Pelo andar da carruagem, depois de censurar Monteiro Lobato (o próximo será Aristóteles), vamos instituir multas para quem usar frases que possam “incomodar” (ou constranger) os outros. A cidade de (Santa) Maria (e congêneres) deve mudar de nome e todas as cidades que tenham nome de santos. Eventualmente um cidadão que tenha Santo ou São no nome, deverá imediatamente alterá-lo. Sim, porque pode “incomodar” o próximo. Jogadores de futebol não deverão fazer o sinal da cruz, porque a televisão, concessão pública, estará transmitindo e isso poderá “incomodar” parte da malta.
Ora, ora e ora (não de orar, é claro, porque isso já dária multa!). A cidade de (São) Paulo (ups!) está em face de uma espécie de “neoterrorismo”, o ministro da Justiça diz que, se fosse preso, matar-se-ia (não com essa mesóclise, é claro) e o MPF quer judicializar a “deidade” da choldra pátria (na verdade, faz isso para “protegê-la”; faz “em seu nome”). Em breve, se o sujeito disser “graças a Deus” ou “se Deus quiser”, será multado. Perderá pontos na carteira quem tiver o crucifixo perdurado de forma ostensiva no seu carro.
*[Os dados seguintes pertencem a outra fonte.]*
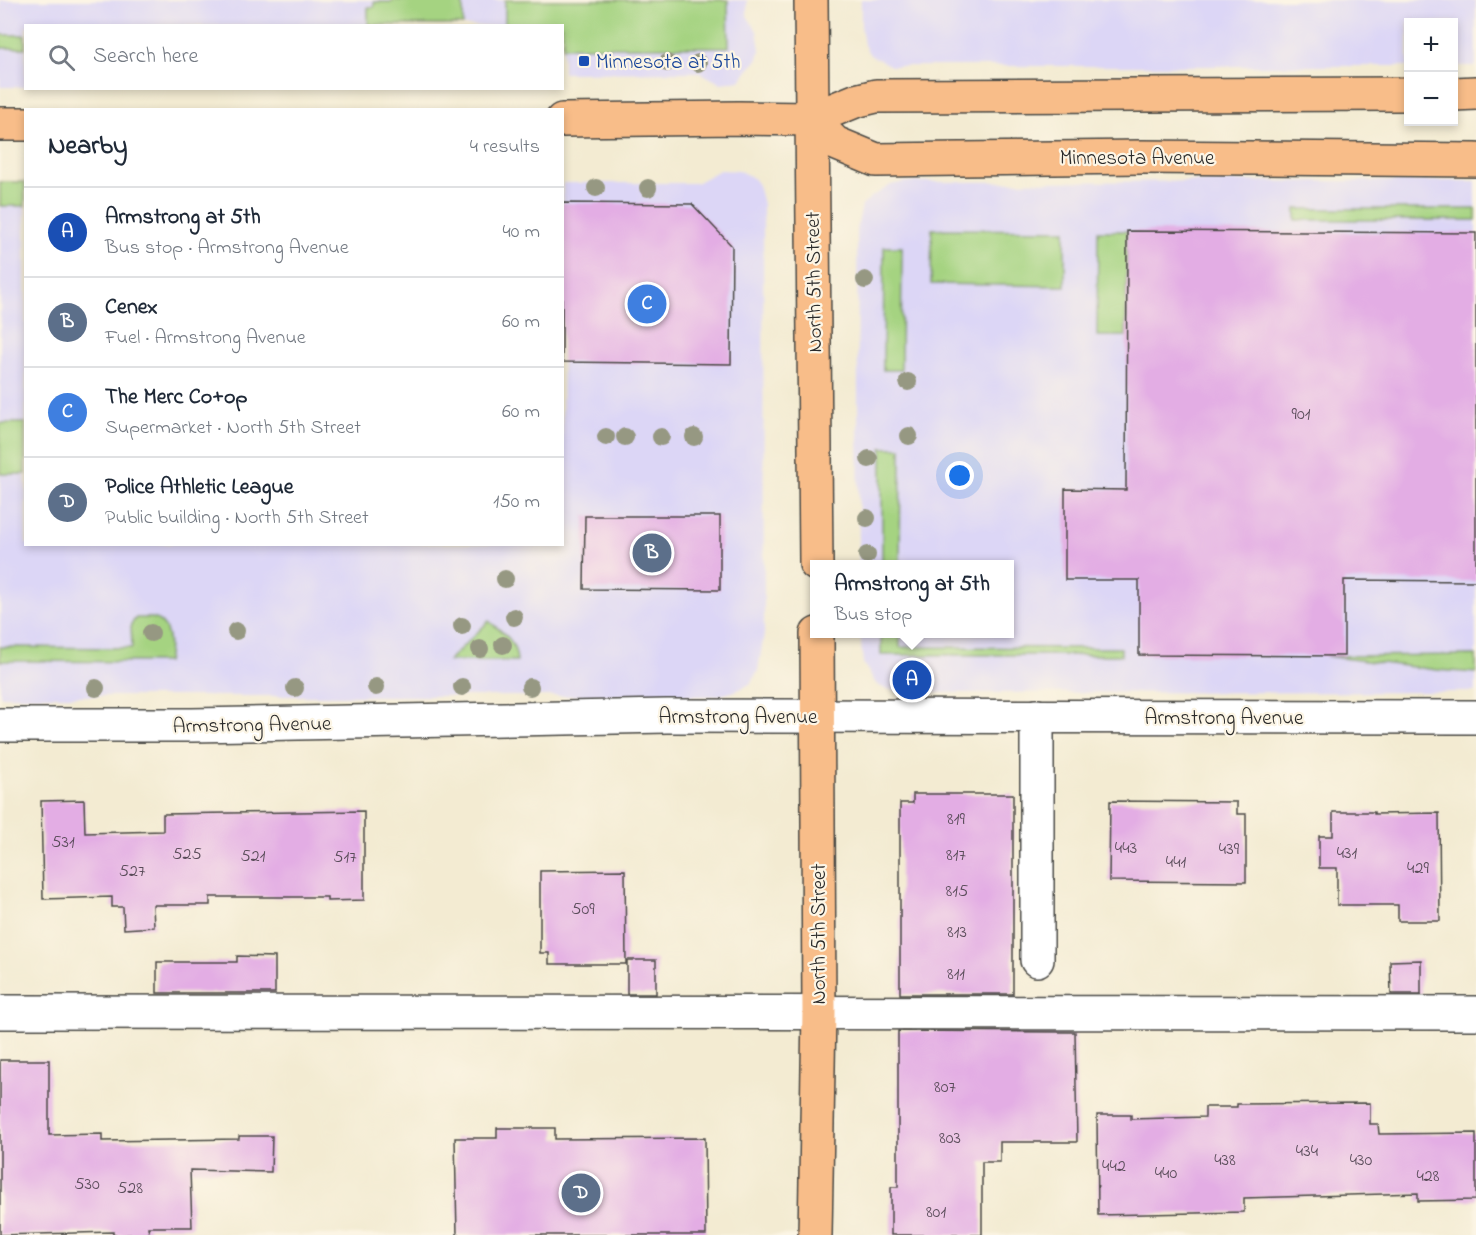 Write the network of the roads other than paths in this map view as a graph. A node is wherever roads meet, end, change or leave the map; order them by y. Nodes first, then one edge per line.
1 (811, 0) edge
2 (1476, 93) edge
3 (1404, 94) edge
4 (1458, 94) edge
5 (811, 119) junction
6 (564, 120) edge
7 (24, 123) edge
8 (0, 124) edge
9 (1476, 160) edge
10 (816, 560) edge
11 (817, 638) edge
12 (818, 716) junction
13 (1037, 716) junction
14 (1476, 717) edge
15 (0, 725) edge
16 (1037, 960) dead end
17 (0, 1012) edge
18 (819, 1012) junction
19 (1476, 1013) edge
20 (814, 1235) edge

1 - 5 main road, North 5th Street
2 - 4 main road
3 - 5 main road
5 - 6 main road
5 - 9 main road, Minnesota Avenue
5 - 10 main road, North 5th Street
7 - 8 main road
11 - 12 main road, North 5th Street
12 - 13 street, Armstrong Avenue
12 - 15 street, Armstrong Avenue
12 - 18 main road, North 5th Street
13 - 14 street, Armstrong Avenue
13 - 16 street
17 - 18 street
18 - 19 street
18 - 20 main road, North 5th Street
E se escrever, no vidro traseiro do velho Chevette “a inveja é uma merda” e “só Jesus Cristo Salva” ou, ainda, “Dirigido por mim, guiado por Deus”, o carro será apreendido pela guarda municipal. Estou pensando seriamente em estocar alimentos. O caos é iminente.
A judicialização do nosso cotidiano ainda vai acabar com a gente. Por isso, estamos criando cidadãos de segunda categoria. Já ninguém reivindica. Terceirizamos. Hoje não conseguimos reunir mais do que 30 pessoas para um protesto. Prá quê? Ingressemos em juízo, pois. Tudo se judicializa. Claro. É mais fácil. Mais rápido. Além disso, temos que arrumar “serviço” para toda a comunidade jurídica... (e, com isso, fomentamos a indústria dos cursinhos e dos concursos públicos). Com tantas carreiras jurídicas, com tudo isso, temos que nos ocupar, não é verdade? E, assim, tudo fica no seu lugar, graças a Deus (ups, fui multado!).




[1] Agradeço a Antonio Garcia Amado os comentários e discussões acerca desse exemplo do Direito espanhol.

Lenio Luiz Streck é procurador de Justiça no Rio Grande do Sul, doutor e pós-Doutor em Direito.